Thursday, November 12

Aaa ben Barselonadaymisimlardamisinizki ?


MBA insan hayatini somurebiliyormus. Ilk 2 ayda bunu gorduk, yazdik, anlattik, yasadik. Dunyanin en 'tatli' sehrinde mba yapmak inanin Amerika'nin kervan gecmez bir koyunde okumaktan kat be kat daha zor. Sol kol kitaplara uzanirken sag kol sarabi dengede tutmaya calisiyor. Surekli bir ic savas, ben kimim, burda ne yapiyorum, hayat bumudur, degilse nedir sorulari beyinde cirit vaziyetinde.

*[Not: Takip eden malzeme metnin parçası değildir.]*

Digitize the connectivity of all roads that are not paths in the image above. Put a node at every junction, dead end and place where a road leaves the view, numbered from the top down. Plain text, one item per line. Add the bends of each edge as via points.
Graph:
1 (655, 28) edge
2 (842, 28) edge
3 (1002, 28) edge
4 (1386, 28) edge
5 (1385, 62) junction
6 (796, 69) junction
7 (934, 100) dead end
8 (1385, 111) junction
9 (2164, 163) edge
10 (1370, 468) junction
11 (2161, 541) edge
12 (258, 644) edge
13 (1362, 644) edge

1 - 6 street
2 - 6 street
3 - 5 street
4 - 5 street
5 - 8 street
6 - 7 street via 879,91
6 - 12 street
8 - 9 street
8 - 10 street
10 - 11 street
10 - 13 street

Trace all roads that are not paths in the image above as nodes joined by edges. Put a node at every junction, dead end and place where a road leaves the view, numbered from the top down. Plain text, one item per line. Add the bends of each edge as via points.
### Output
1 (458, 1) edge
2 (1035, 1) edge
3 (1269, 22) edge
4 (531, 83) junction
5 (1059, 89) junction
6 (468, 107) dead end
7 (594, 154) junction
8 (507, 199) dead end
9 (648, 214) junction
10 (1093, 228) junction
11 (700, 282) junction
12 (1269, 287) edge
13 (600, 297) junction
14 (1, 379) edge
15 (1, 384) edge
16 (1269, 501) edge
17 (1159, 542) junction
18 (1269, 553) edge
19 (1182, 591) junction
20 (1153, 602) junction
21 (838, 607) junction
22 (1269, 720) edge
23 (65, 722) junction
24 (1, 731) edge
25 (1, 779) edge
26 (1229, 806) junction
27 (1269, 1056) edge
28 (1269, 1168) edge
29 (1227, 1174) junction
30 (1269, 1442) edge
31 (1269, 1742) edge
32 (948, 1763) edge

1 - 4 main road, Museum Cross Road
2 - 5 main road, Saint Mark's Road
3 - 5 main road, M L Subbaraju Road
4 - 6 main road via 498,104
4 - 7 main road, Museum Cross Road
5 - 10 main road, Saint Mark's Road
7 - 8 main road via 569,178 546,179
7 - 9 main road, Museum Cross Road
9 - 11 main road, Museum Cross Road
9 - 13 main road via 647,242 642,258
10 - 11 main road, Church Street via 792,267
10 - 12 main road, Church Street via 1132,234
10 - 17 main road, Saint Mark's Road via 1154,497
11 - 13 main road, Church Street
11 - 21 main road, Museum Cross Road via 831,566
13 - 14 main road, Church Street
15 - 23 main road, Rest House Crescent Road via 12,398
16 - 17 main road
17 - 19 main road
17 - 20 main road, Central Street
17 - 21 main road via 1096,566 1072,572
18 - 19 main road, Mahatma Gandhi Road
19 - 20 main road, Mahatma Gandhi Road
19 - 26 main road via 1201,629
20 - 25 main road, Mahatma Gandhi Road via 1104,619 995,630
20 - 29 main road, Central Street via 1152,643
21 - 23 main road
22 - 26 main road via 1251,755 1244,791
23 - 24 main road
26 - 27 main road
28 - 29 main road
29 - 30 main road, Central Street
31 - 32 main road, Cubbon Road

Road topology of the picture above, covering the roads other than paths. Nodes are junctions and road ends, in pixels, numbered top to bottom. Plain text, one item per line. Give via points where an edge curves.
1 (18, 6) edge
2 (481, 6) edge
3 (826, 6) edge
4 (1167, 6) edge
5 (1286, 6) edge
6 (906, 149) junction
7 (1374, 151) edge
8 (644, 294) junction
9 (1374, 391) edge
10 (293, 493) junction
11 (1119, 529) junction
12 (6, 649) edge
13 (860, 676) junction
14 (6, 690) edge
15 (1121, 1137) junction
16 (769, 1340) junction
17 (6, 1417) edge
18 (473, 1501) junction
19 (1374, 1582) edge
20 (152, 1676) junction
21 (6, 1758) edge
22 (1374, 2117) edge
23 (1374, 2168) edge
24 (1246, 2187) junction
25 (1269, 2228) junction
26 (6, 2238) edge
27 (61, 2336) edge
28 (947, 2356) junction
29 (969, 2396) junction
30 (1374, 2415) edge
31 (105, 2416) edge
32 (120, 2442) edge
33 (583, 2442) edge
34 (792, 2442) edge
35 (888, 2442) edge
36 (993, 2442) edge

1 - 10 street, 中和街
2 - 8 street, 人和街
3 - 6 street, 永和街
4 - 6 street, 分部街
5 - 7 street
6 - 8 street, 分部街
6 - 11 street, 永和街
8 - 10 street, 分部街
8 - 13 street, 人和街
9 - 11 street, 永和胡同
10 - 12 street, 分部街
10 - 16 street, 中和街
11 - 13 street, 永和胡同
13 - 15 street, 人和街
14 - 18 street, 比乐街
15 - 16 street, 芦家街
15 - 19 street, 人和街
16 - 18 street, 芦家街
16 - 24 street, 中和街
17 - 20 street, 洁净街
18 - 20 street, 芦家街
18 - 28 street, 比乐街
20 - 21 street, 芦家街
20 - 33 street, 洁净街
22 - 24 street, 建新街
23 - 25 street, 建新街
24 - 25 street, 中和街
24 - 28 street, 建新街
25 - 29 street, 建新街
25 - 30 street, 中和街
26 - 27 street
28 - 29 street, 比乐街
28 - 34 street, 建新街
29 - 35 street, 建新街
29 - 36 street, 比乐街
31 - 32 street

Taa ki... Kendimizi La Champagneria'ya atip Lupin ile bir sise rosa cava - pembe ispanyol icadi sampanya- ile tum dertlerimizden kurtulana kadar. Kapidan adim atar atmaz, ki atabilirseniz, kendinizi bir yeme-icme savasinda gibi hissedeceksiniz. Cok sukur tapa yemek zorunda kalmadan sampanya icebileceginiz bir mekandasiniz! Konsept: sandwich ve sampanya. Yaninizda zat ile mesafe sifir, nerdeyse ayni hava partikulunu soluyor, havada ucusan ekmek kirintilarini paylasiyorsunuz. Hincahinc tabiri bu mekanda kendini buluyor. Bir o kadar ilginctir ki, mekandan ayrilmak istemiyorsunuz. Bir sise iki sise derken, dunya pespembe, etrafinizdaki muthis kalabalik ve ilkel yeme sartlari evinizde gibi hissettiriyor. Yakin zamana kadar sadece yerliler tarafindan bilinen bu hazine kisa zamanda turistler arasinda muthis populer olmus. Fakat mekan yerli orjinal havasindan hicbirsey kaybetmemis. Barselona'nin beach ve tapas dan ibaret oldugunu zannedenler icin kesinlikle yasanmasi gereken bir deneyim. Burayi ve bu konsepti severseniz bence Barselona'yi tam anlamiyla yasamis ve sevmis olursunuz. Etrafinizi umursamadan, kendi keyfinize odaklanip gercekten dunyayi pespembe gormek icin bir sans! Hepimiz biliriz sonsuz kumsalda denize bakarak keyif yapmayi... Ama guzel sohbet, neseli insanlar ve sudan ucuz cava ile champagneria vazgecilmezligini kanitliyor....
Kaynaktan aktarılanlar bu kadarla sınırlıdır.